Une digression pour présenter plus avant Gérald Chanques : au XVIIe siècle, les sociétés philosophiques et littéraires l’auraient classé parmi la liste des honnêtes hommes. Vous savez, les honnêtes hommes ! Rappelez-vous vos cours de français en Première, si vous avez eu de bons profs, et vos fiches de révision : les honnêtes hommes, ces individus XY qui présentent une culture générale étendue avec les qualités sociales propres à les rendre agréables tout en faisant preuve d’une aisance sociale conforme à l’idéal du moment. Vous lirez dans le Larousse en ligne : l’honnête homme « représentait l’idéal d’une société éprise d’ordre et d’équilibre, influencée par le cartésianisme ». Une honnête femme, son pendant l’honnête fille ont, encore de nos jours, un autre sens. C’est une histoire de Marie-Madeleine, je crois.
Gérald Chanques, un honnête homme qui se sent un peu seul au temps de la covid et de ses polémiques médiatiques et médiatisées ? La personne à qui la Faculté de Médecine proposa de donner des cours d’éthique, sur des cas cliniques pratiques, aux étudiants de 3e année de médecine, s’interroge : « Dans les discours entendus durant cette période, je n’ai pas retrouvé ma façon de faire dans mon quotidien de médecin. Nous essayons d’agir et de réfléchir au mieux ».

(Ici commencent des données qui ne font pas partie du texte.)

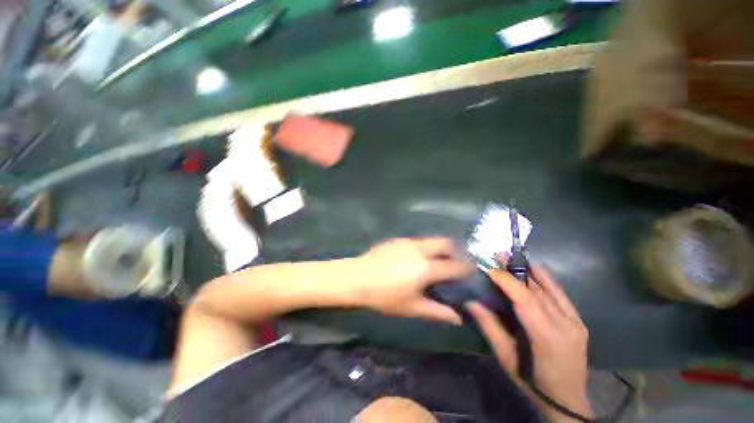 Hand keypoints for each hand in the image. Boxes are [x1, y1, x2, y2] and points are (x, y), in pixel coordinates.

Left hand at [351, 237, 473, 324]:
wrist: (357, 278)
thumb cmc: (384, 296)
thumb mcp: (411, 307)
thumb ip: (437, 312)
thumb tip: (458, 318)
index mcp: (427, 267)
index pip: (455, 266)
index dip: (467, 269)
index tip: (471, 273)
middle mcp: (421, 249)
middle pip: (446, 243)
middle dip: (456, 251)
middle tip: (456, 263)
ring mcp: (408, 242)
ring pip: (432, 240)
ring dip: (441, 247)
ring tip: (439, 260)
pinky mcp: (398, 239)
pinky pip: (419, 240)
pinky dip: (426, 246)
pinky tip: (418, 257)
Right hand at [467, 266, 592, 420]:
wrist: (567, 399)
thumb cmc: (532, 381)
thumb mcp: (506, 356)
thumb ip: (489, 326)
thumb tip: (471, 301)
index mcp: (546, 337)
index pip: (526, 299)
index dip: (507, 281)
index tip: (490, 270)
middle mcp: (565, 325)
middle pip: (537, 289)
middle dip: (515, 270)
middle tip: (498, 255)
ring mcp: (575, 321)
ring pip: (550, 288)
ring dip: (529, 270)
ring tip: (512, 257)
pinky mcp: (578, 320)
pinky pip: (561, 293)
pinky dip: (546, 278)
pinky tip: (534, 268) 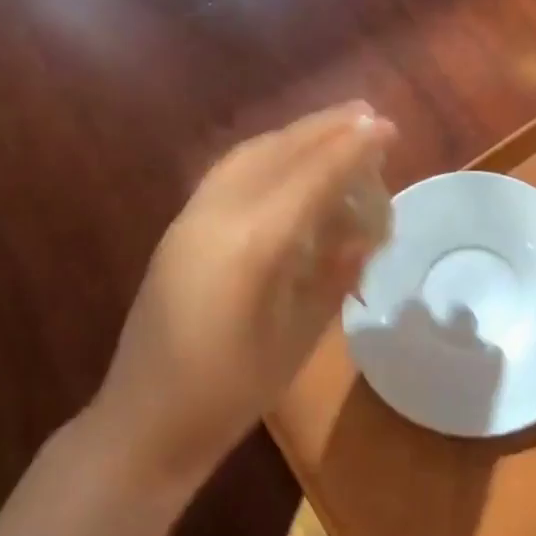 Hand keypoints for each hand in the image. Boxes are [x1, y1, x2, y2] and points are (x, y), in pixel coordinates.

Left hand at [92, 102, 395, 487]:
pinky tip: (287, 160)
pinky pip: (229, 171)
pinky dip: (266, 153)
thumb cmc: (233, 391)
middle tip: (368, 114)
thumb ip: (335, 273)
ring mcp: (191, 216)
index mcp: (253, 244)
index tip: (387, 128)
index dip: (353, 149)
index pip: (312, 177)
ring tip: (334, 127)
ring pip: (250, 154)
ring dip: (295, 135)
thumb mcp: (300, 335)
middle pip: (279, 151)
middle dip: (326, 128)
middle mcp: (218, 214)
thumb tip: (365, 230)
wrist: (147, 420)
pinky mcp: (180, 226) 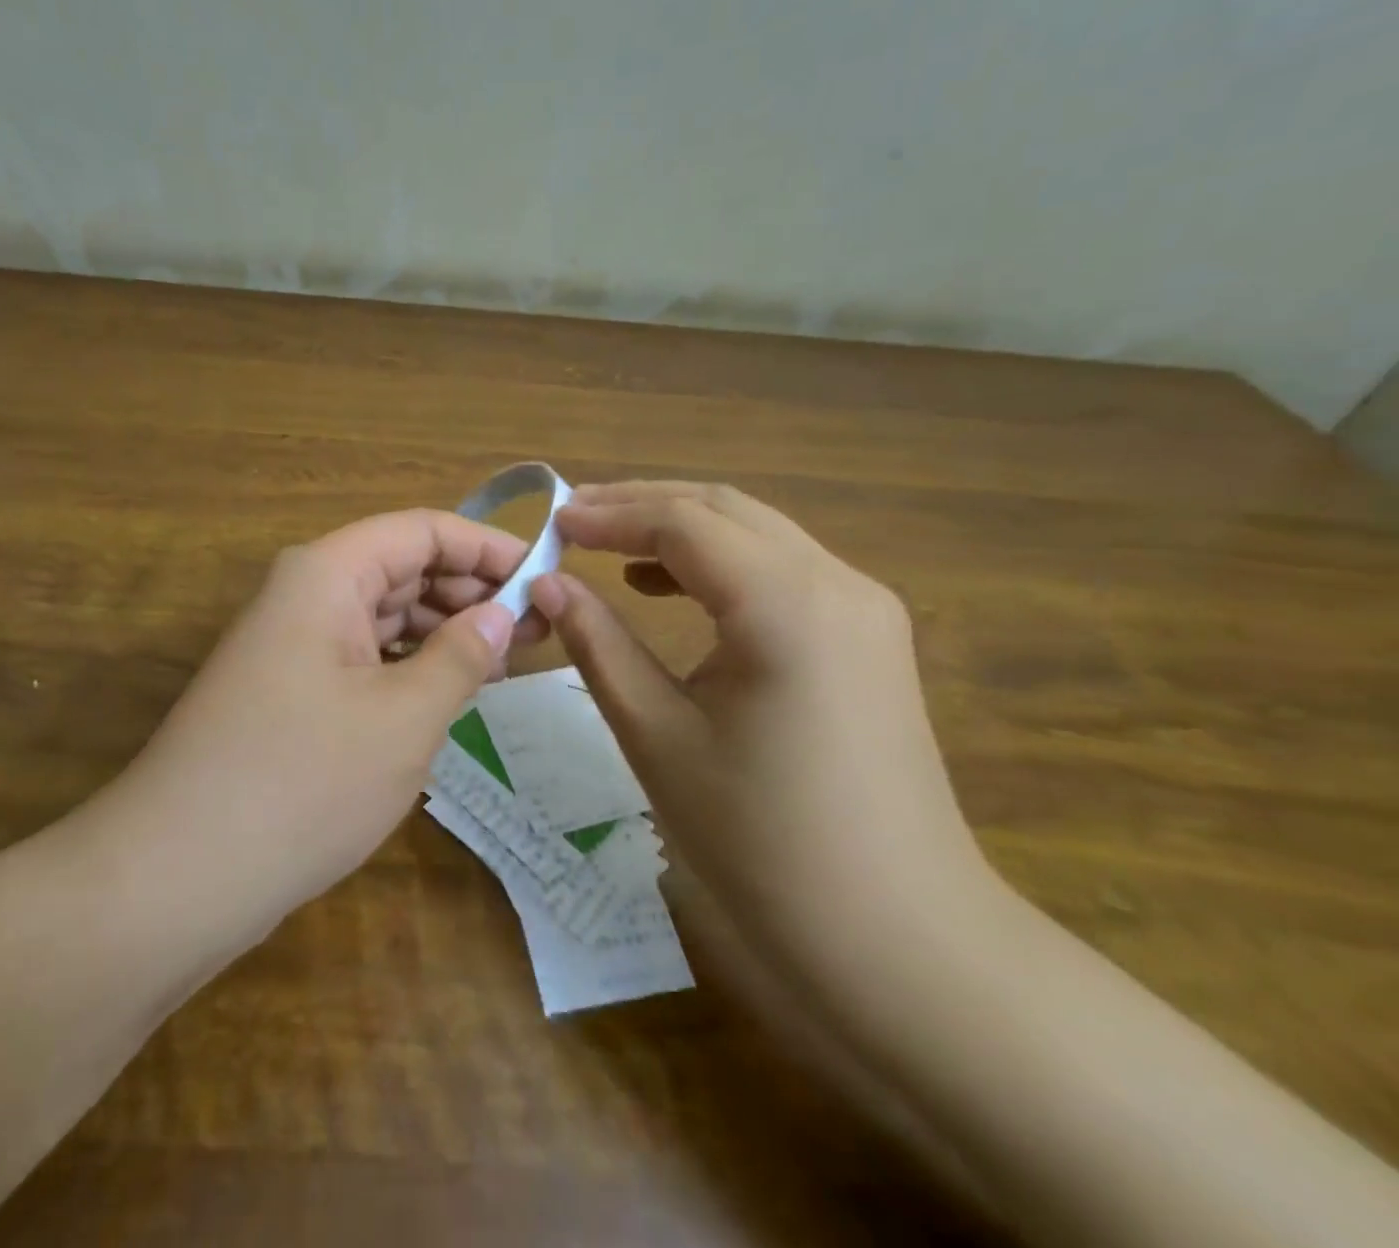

Les médecins et les chercheurs n’apparaissent pas crédibles
Les fauteuils dans lesquels nous prenons place sont confortables. La pièce est vaste. Lui et moi portons le masque. Nous respectons distance et gestes barrières. Chanques a apporté des boissons, non-alcoolisées, je le précise pour les suspicieux, les défiants, les méfiants et les soupçonneux. Nous savons depuis la covid et la G5 que ces personnes sont nombreuses et actives. L’entretien commence : « Les médecins et les chercheurs n’apparaissent pas crédibles, dans cette crise de la covid, parce que ce qui apparaît dans les médias, c’est la discorde entre les uns et les autres ». Il poursuit : « La majorité des chercheurs interviewés sont pourtant sur la même longueur d’onde. Ils donnent les mêmes conseils : mettre un masque, faire attention à ne pas manger en nombre dans la même pièce. Une minorité d’experts dit l’inverse de ce que présente, avec toutes les mesures rhétoriques de la prudence, la majorité des scientifiques ».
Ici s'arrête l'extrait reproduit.